- _Collected data_
————
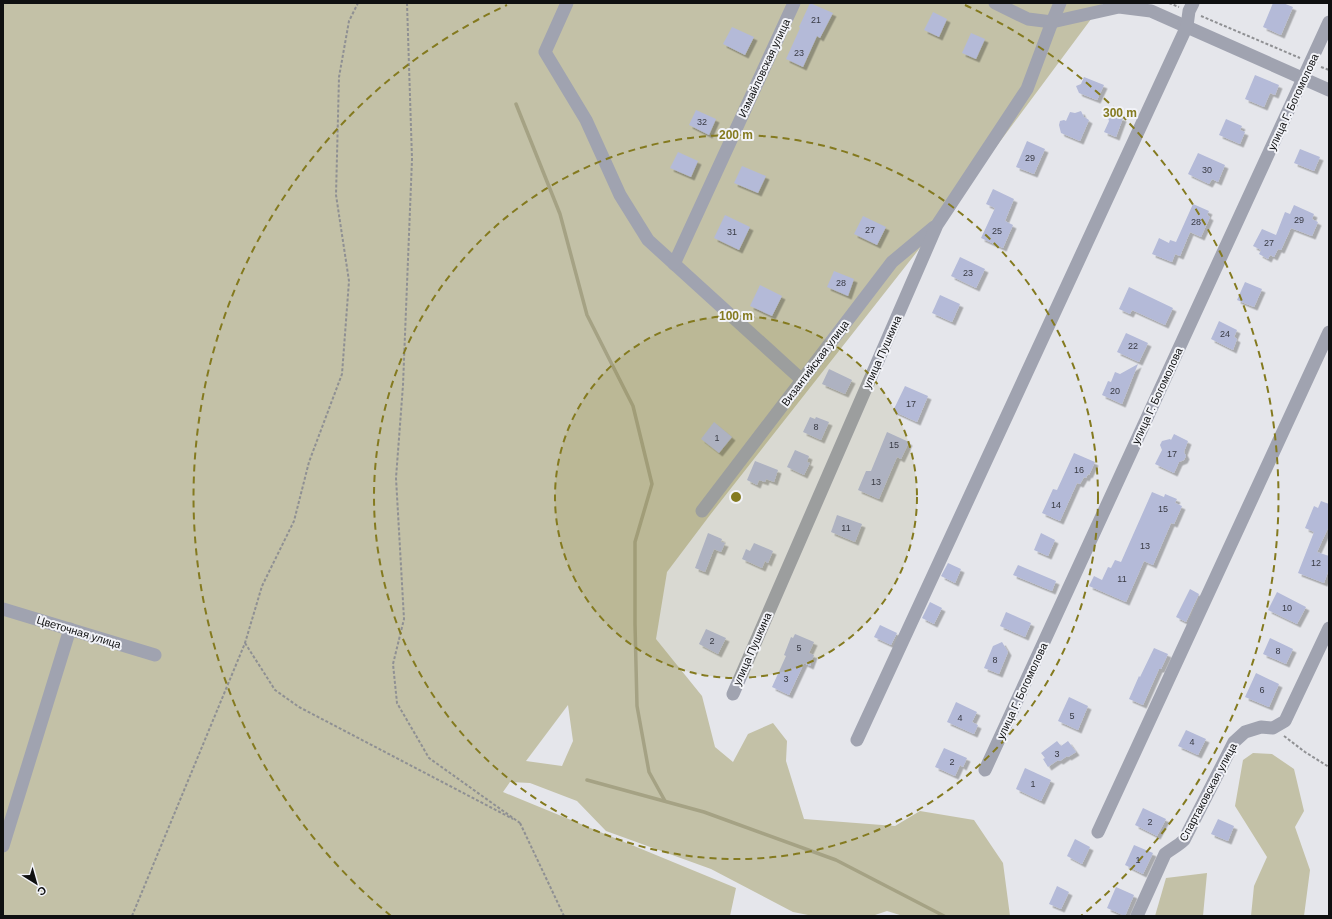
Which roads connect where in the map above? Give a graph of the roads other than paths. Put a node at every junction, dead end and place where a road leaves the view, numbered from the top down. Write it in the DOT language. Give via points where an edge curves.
graph roads {
  1 [pos="567,3"];
  2 [pos="794,3"];
  3 [pos="994,3"];
  4 [pos="1060,3"];
  5 [pos="1191,7"];
  6 [pos="1052,22"];
  7 [pos="1329,22"];
  8 [pos="1187,26"];
  9 [pos="1303,80"];
  10 [pos="1329,90"];
  11 [pos="937,225"];
  12 [pos="674,264"];
  13 [pos="1329,332"];
  14 [pos="802,380"];
  15 [pos="702,511"];
  16 [pos="3,609"];
  17 [pos="1329,628"];
  18 [pos="70,629"];
  19 [pos="155,655"];
  20 [pos="733,694"];
  21 [pos="858,740"];
  22 [pos="985,770"];
  23 [pos="1098,832"];
  24 [pos="3,846"];
  25 [pos="1137,916"];
  1 -- 12 [label="street" via="545,52 586,120 620,195 648,240"];
  2 -- 12 [label="street, Измайловская улица"];
  3 -- 6 [label="street" via="1028,18"];
  4 -- 6 [label="street, улица Пушкина"];
  5 -- 8 [label="street"];
  6 -- 8 [label="street" via="1119,7 1151,11"];
  6 -- 11 [label="street, улица Пушкина" via="1027,89"];
  7 -- 9 [label="street, улица Г. Богомолова"];
  8 -- 9 [label="street"];
  8 -- 21 [label="street"];
  9 -- 10 [label="street"];
  9 -- 22 [label="street, улица Г. Богомолова"];
  11 -- 14 [label="street, Византийская улица" via="892,262"];
  11 -- 20 [label="street, улица Пушкина"];
  12 -- 14 [label="street"];
  13 -- 23 [label="street"];
  14 -- 15 [label="street, Византийская улица"];
  16 -- 18 [label="street, Цветочная улица"];
  17 -- 25 [label="street, Спартаковская улица" via="1285,721 1273,728 1261,727 1246,732 1234,742 1184,840 1165,854"];
  18 -- 19 [label="street, Цветочная улица"];
  18 -- 24 [label="street"];
}
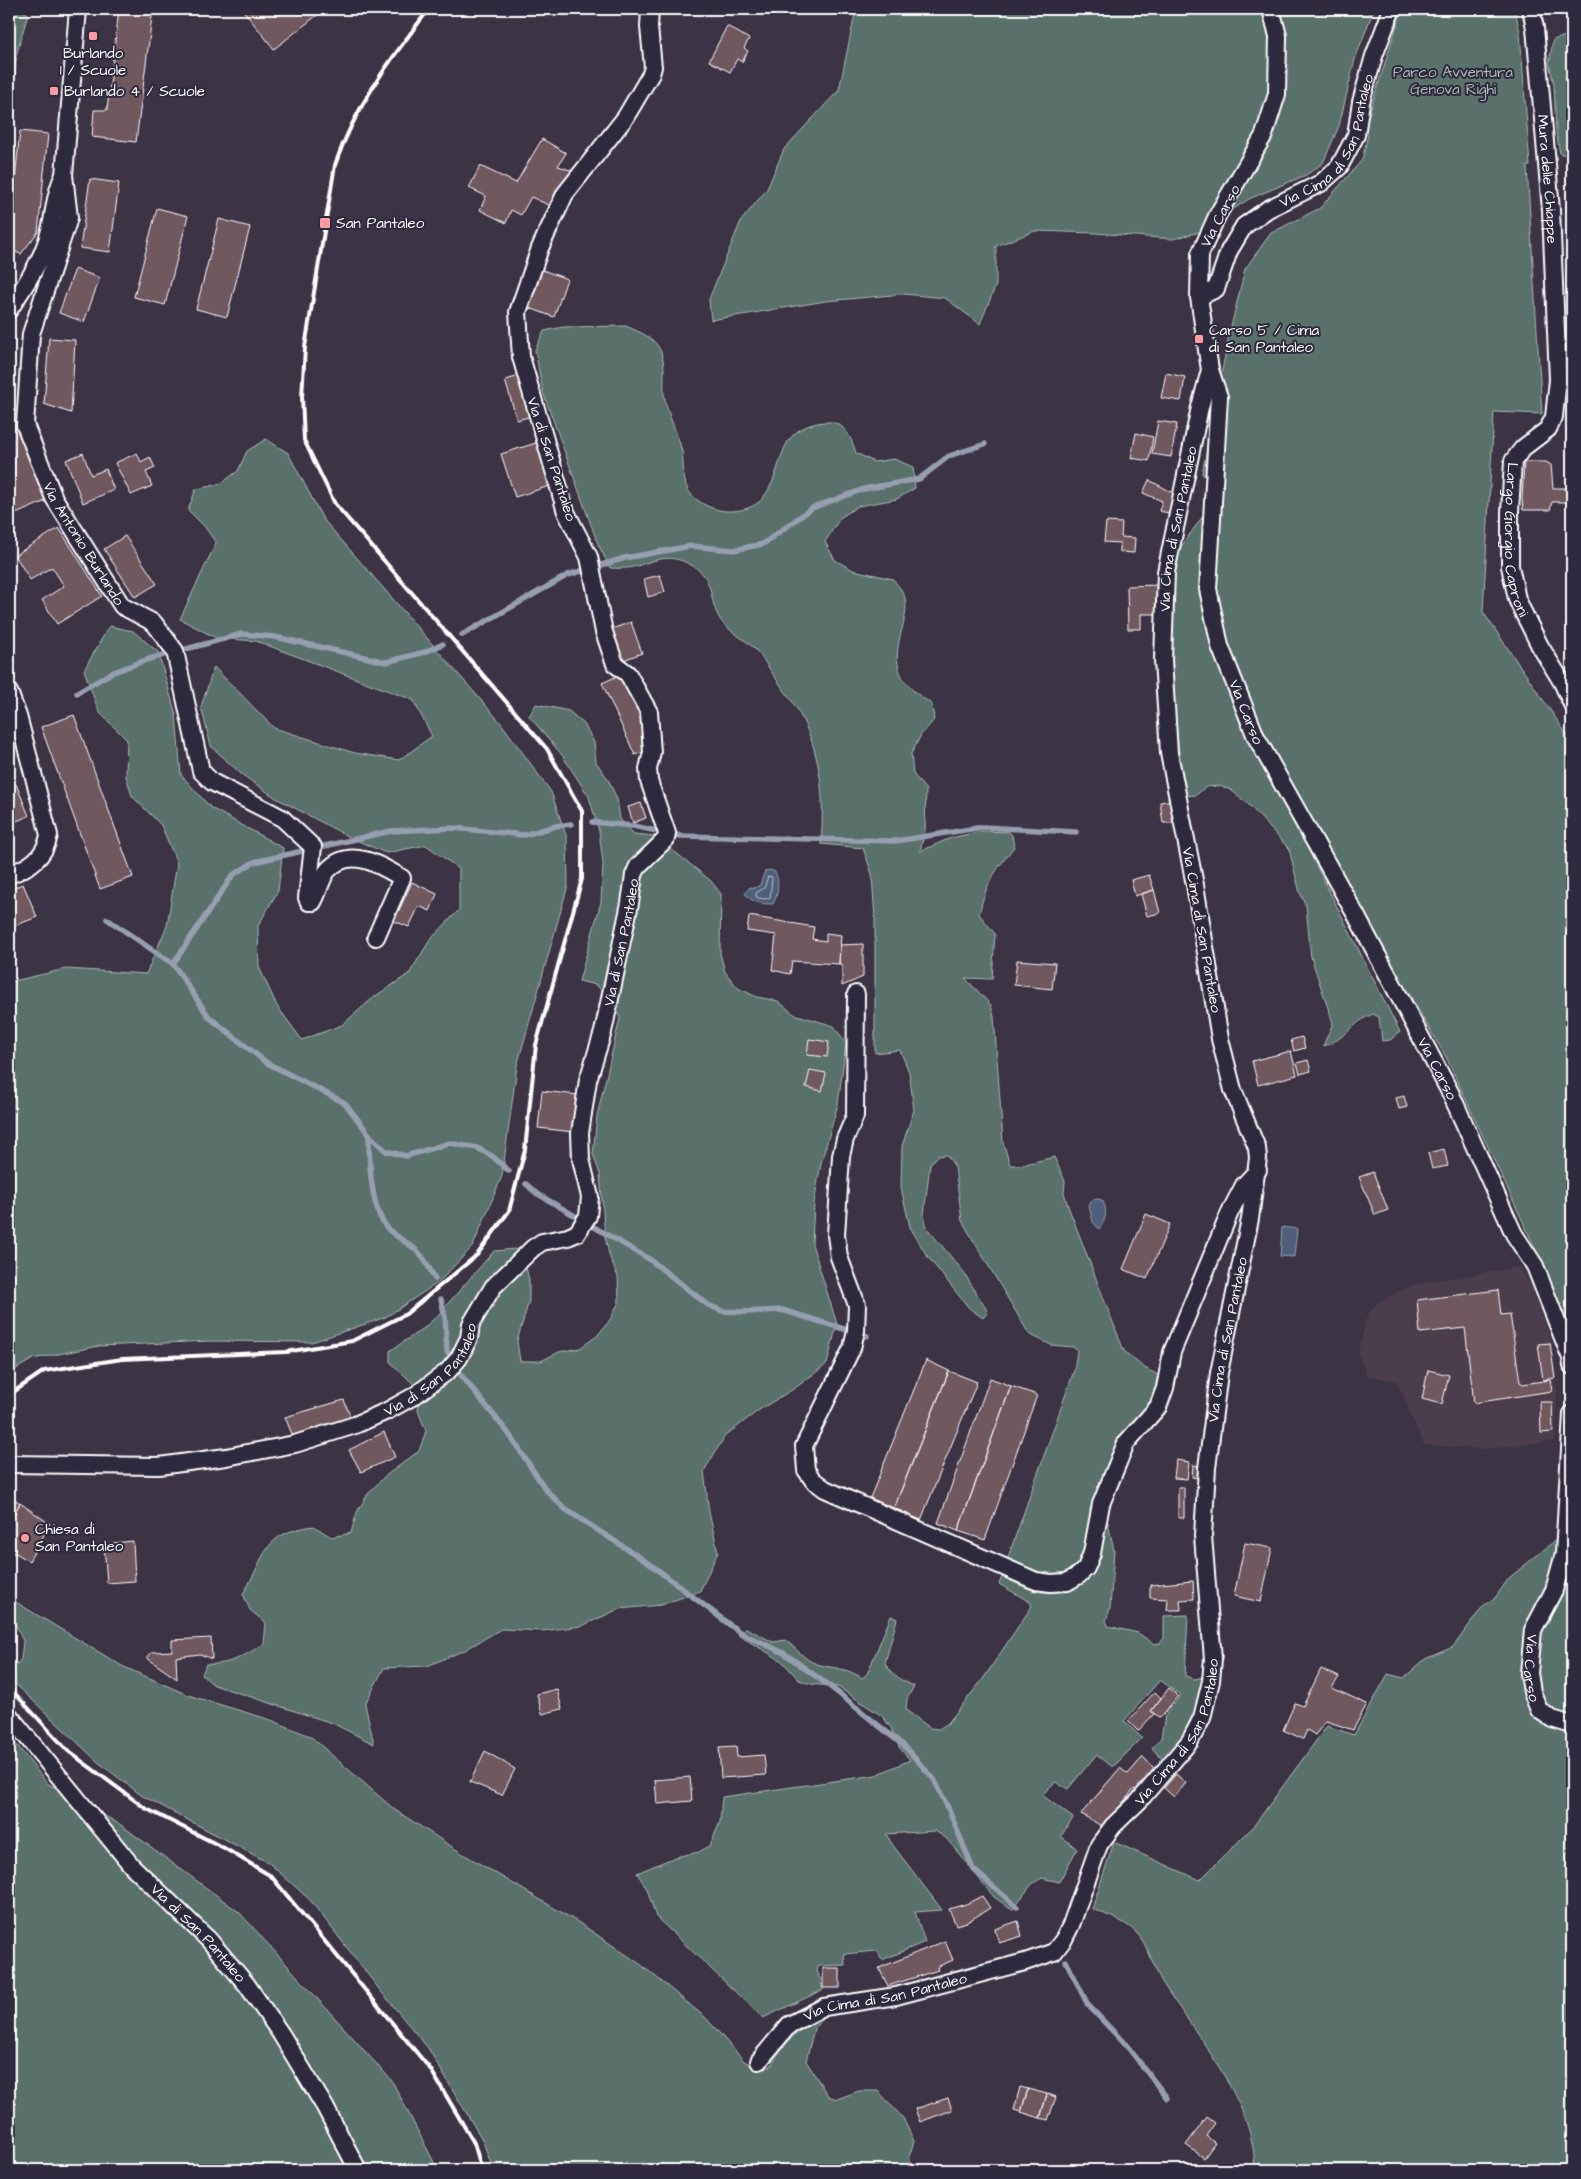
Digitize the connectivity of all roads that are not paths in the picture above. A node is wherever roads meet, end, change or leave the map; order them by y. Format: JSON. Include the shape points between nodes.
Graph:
{"nodes":[{"id":1,"x":78,"y":9,"type":"edge"},
{"id":2,"x":650,"y":9,"type":"edge"},
{"id":3,"x":1271,"y":9,"type":"edge"},
{"id":4,"x":1392,"y":9,"type":"edge"},
{"id":5,"x":1530,"y":9,"type":"edge"},
{"id":6,"x":64,"y":175,"type":"junction"},
{"id":7,"x":1199,"y":297,"type":"junction"},
{"id":8,"x":9,"y":310,"type":"edge"},
{"id":9,"x":1210,"y":370,"type":"junction"},
{"id":10,"x":1558,"y":380,"type":"joint"},
{"id":11,"x":1567,"y":681,"type":"edge"},
{"id":12,"x":9,"y":692,"type":"edge"},
{"id":13,"x":1572,"y":704,"type":"edge"},
{"id":14,"x":9,"y":875,"type":"edge"},
{"id":15,"x":376,"y":937,"type":"dead end"},
{"id":16,"x":856,"y":994,"type":"dead end"},
{"id":17,"x":1258,"y":1170,"type":"junction"},
{"id":18,"x":1572,"y":1366,"type":"edge"},
{"id":19,"x":1572,"y":1414,"type":"edge"},
{"id":20,"x":9,"y":1464,"type":"edge"},
{"id":21,"x":9,"y":1715,"type":"edge"},
{"id":22,"x":1572,"y":1725,"type":"edge"},
{"id":23,"x":759,"y":2061,"type":"dead end"},
{"id":24,"x":358,"y":2170,"type":"edge"}],
"edges":[{"from":1,"to":6,"type":"street","name":"Via Antonio Burlando"},
{"from":2,"to":20,"type":"street","name":"Via di San Pantaleo","via":[[651,74],[625,118],[565,194],[540,248],[518,312],[521,357],[566,512],[589,556],[604,632],[615,664],[628,674],[649,712],[652,752],[649,782],[667,833],[666,839],[638,866],[634,875],[603,1032],[588,1080],[580,1133],[581,1159],[590,1197],[588,1216],[576,1233],[542,1242],[533,1248],[493,1287],[471,1324],[469,1338],[459,1358],[448,1370],[414,1396],[355,1425],[295,1444],[158,1466]]},
{"from":3,"to":7,"type":"street","name":"Via Carso","via":[[1278,36],[1277,94],[1264,135],[1218,214],[1200,254]]},
{"from":4,"to":7,"type":"street","name":"Via Cima di San Pantaleo","via":[[1374,56],[1356,134],[1339,167],[1321,183],[1268,209],[1244,226],[1229,251],[1216,289]]},
{"from":5,"to":10,"type":"street","name":"Mura delle Chiappe","via":[[1535,28],[1550,202]]},
{"from":6,"to":8,"type":"street","via":[[56,193],[51,229],[39,263]]},
{"from":6,"to":15,"type":"street","name":"Via Antonio Burlando","via":[[69,218],[31,334],[25,425],[54,498],[122,606],[154,622],[175,651],[201,772],[212,782],[282,818],[313,847],[308,902],[313,902],[327,871],[348,859],[375,862],[402,878]]},
{"from":7,"to":9,"type":"street","name":"Via Carso"},
{"from":9,"to":17,"type":"street","name":"Via Cima di San Pantaleo","via":[[1166,572],[1163,660],[1169,753],[1220,1039],[1234,1090],[1257,1148]]},
{"from":9,"to":18,"type":"street","name":"Via Carso","via":[[1219,397],[1208,589],[1220,646],[1256,737],[1450,1092],[1514,1234],[1535,1266],[1572,1358]]},
{"from":10,"to":11,"type":"street","name":"Largo Giorgio Caproni","via":[[1554,417],[1548,428],[1514,460],[1510,566],[1520,604],[1540,646]]},
{"from":11,"to":13,"type":"street","name":"Largo Giorgio Caproni"},
{"from":12,"to":14,"type":"street","via":[[49,835],[40,858]]},
{"from":16,"to":17,"type":"street","via":[[855,1116],[841,1156],[836,1235],[856,1305],[856,1331],[852,1348],[804,1446],[806,1470],[813,1480],[842,1497],[1036,1581],[1066,1582],[1079,1575],[1092,1553],[1101,1504],[1126,1444],[1158,1407],[1172,1352],[1230,1212],[1244,1185]]},
{"from":17,"to":23,"type":"street","name":"Via Cima di San Pantaleo","via":[[1219,1373],[1207,1468],[1203,1536],[1213,1659],[1202,1718],[1190,1741],[1099,1845],[1071,1926],[1054,1952],[896,1996],[824,2007],[788,2025]]},
{"from":19,"to":22,"type":"street","name":"Via Carso","via":[[1564,1554],[1554,1590],[1532,1630],[1529,1673],[1539,1710],[1552,1719]]},
{"from":21,"to":24,"type":"street","name":"Via di San Pantaleo","via":[[132,1866],[209,1940],[247,1986],[281,2034],[334,2122]]}]}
————
- _Task to carry out_
All of the entries above need to be repeated exactly, minus the pictures.

- _Exercise output_
Which roads connect where in the map above? Give a graph of the roads other than paths. Put a node at every junction, dead end and place where a road leaves the view, numbered from the top down. Write it in the DOT language. Give via points where an edge curves.
graph roads {
  1 [pos="567,3"];
  2 [pos="794,3"];
  3 [pos="994,3"];
  4 [pos="1060,3"];
  5 [pos="1191,7"];
  6 [pos="1052,22"];
  7 [pos="1329,22"];
  8 [pos="1187,26"];
  9 [pos="1303,80"];
  10 [pos="1329,90"];
  11 [pos="937,225"];
  12 [pos="674,264"];
  13 [pos="1329,332"];
  14 [pos="802,380"];
  15 [pos="702,511"];
  16 [pos="3,609"];
  17 [pos="1329,628"];
  18 [pos="70,629"];
  19 [pos="155,655"];
  20 [pos="733,694"];
  21 [pos="858,740"];
  22 [pos="985,770"];
  23 [pos="1098,832"];
  24 [pos="3,846"];
  25 [pos="1137,916"];
  1 -- 12 [label="street" via="545,52 586,120 620,195 648,240"];
  2 -- 12 [label="street, Измайловская улица"];
  3 -- 6 [label="street" via="1028,18"];
  4 -- 6 [label="street, улица Пушкина"];
  5 -- 8 [label="street"];
  6 -- 8 [label="street" via="1119,7 1151,11"];
  6 -- 11 [label="street, улица Пушкина" via="1027,89"];
  7 -- 9 [label="street, улица Г. Богомолова"];
  8 -- 9 [label="street"];
  8 -- 21 [label="street"];
  9 -- 10 [label="street"];
  9 -- 22 [label="street, улица Г. Богомолова"];
  11 -- 14 [label="street, Византийская улица" via="892,262"];
  11 -- 20 [label="street, улица Пушкина"];
  12 -- 14 [label="street"];
  13 -- 23 [label="street"];
  14 -- 15 [label="street, Византийская улица"];
  16 -- 18 [label="street, Цветочная улица"];
  17 -- 25 [label="street, Спартаковская улица" via="1285,721 1273,728 1261,727 1246,732 1234,742 1184,840 1165,854"];
  18 -- 19 [label="street, Цветочная улица"];
  18 -- 24 [label="street"];
}
Digitize the connectivity of all roads that are not paths in the picture above. A node is wherever roads meet, end, change or leave the map; order them by y. Format: JSON. Include the shape points between nodes.
Graph:
{"nodes":[{"id":1,"x":78,"y":9,"type":"edge"},
{"id":2,"x":650,"y":9,"type":"edge"},
{"id":3,"x":1271,"y":9,"type":"edge"},
{"id":4,"x":1392,"y":9,"type":"edge"},
{"id":5,"x":1530,"y":9,"type":"edge"},
{"id":6,"x":64,"y":175,"type":"junction"},
{"id":7,"x":1199,"y":297,"type":"junction"},
{"id":8,"x":9,"y":310,"type":"edge"},
{"id":9,"x":1210,"y":370,"type":"junction"},
{"id":10,"x":1558,"y":380,"type":"joint"},
{"id":11,"x":1567,"y":681,"type":"edge"},
{"id":12,"x":9,"y":692,"type":"edge"},
{"id":13,"x":1572,"y":704,"type":"edge"},
{"id":14,"x":9,"y":875,"type":"edge"},
{"id":15,"x":376,"y":937,"type":"dead end"},
{"id":16,"x":856,"y":994,"type":"dead end"},
{"id":17,"x":1258,"y":1170,"type":"junction"},
{"id":18,"x":1572,"y":1366,"type":"edge"},
{"id":19,"x":1572,"y":1414,"type":"edge"},
{"id":20,"x":9,"y":1464,"type":"edge"},
{"id":21,"x":9,"y":1715,"type":"edge"},
{"id":22,"x":1572,"y":1725,"type":"edge"},
{"id":23,"x":759,"y":2061,"type":"dead end"},
{"id":24,"x":358,"y":2170,"type":"edge"}],
"edges":[{"from":1,"to":6,"type":"street","name":"Via Antonio Burlando"},
{"from":2,"to":20,"type":"street","name":"Via di San Pantaleo","via":[[651,74],[625,118],[565,194],[540,248],[518,312],[521,357],[566,512],[589,556],[604,632],[615,664],[628,674],[649,712],[652,752],[649,782],[667,833],[666,839],[638,866],[634,875],[603,1032],[588,1080],[580,1133],[581,1159],[590,1197],[588,1216],[576,1233],[542,1242],[533,1248],[493,1287],[471,1324],[469,1338],[459,1358],[448,1370],[414,1396],[355,1425],[295,1444],[158,1466]]},
{"from":3,"to":7,"type":"street","name":"Via Carso","via":[[1278,36],[1277,94],[1264,135],[1218,214],[1200,254]]},
{"from":4,"to":7,"type":"street","name":"Via Cima di San Pantaleo","via":[[1374,56],[1356,134],[1339,167],[1321,183],[1268,209],[1244,226],[1229,251],[1216,289]]},
{"from":5,"to":10,"type":"street","name":"Mura delle Chiappe","via":[[1535,28],[1550,202]]},
{"from":6,"to":8,"type":"street","via":[[56,193],[51,229],[39,263]]},
{"from":6,"to":15,"type":"street","name":"Via Antonio Burlando","via":[[69,218],[31,334],[25,425],[54,498],[122,606],[154,622],[175,651],[201,772],[212,782],[282,818],[313,847],[308,902],[313,902],[327,871],[348,859],[375,862],[402,878]]},
{"from":7,"to":9,"type":"street","name":"Via Carso"},
{"from":9,"to":17,"type":"street","name":"Via Cima di San Pantaleo","via":[[1166,572],[1163,660],[1169,753],[1220,1039],[1234,1090],[1257,1148]]},
{"from":9,"to":18,"type":"street","name":"Via Carso","via":[[1219,397],[1208,589],[1220,646],[1256,737],[1450,1092],[1514,1234],[1535,1266],[1572,1358]]},
{"from":10,"to":11,"type":"street","name":"Largo Giorgio Caproni","via":[[1554,417],[1548,428],[1514,460],[1510,566],[1520,604],[1540,646]]},
{"from":11,"to":13,"type":"street","name":"Largo Giorgio Caproni"},
{"from":12,"to":14,"type":"street","via":[[49,835],[40,858]]},
{"from":16,"to":17,"type":"street","via":[[855,1116],[841,1156],[836,1235],[856,1305],[856,1331],[852,1348],[804,1446],[806,1470],[813,1480],[842,1497],[1036,1581],[1066,1582],[1079,1575],[1092,1553],[1101,1504],[1126,1444],[1158,1407],[1172,1352],[1230,1212],[1244,1185]]},
{"from":17,"to":23,"type":"street","name":"Via Cima di San Pantaleo","via":[[1219,1373],[1207,1468],[1203,1536],[1213,1659],[1202,1718],[1190,1741],[1099,1845],[1071,1926],[1054,1952],[896,1996],[824,2007],[788,2025]]},
{"from":19,"to":22,"type":"street","name":"Via Carso","via":[[1564,1554],[1554,1590],[1532,1630],[1529,1673],[1539,1710],[1552,1719]]},
{"from":21,"to":24,"type":"street","name":"Via di San Pantaleo","via":[[132,1866],[209,1940],[247,1986],[281,2034],[334,2122]]}]}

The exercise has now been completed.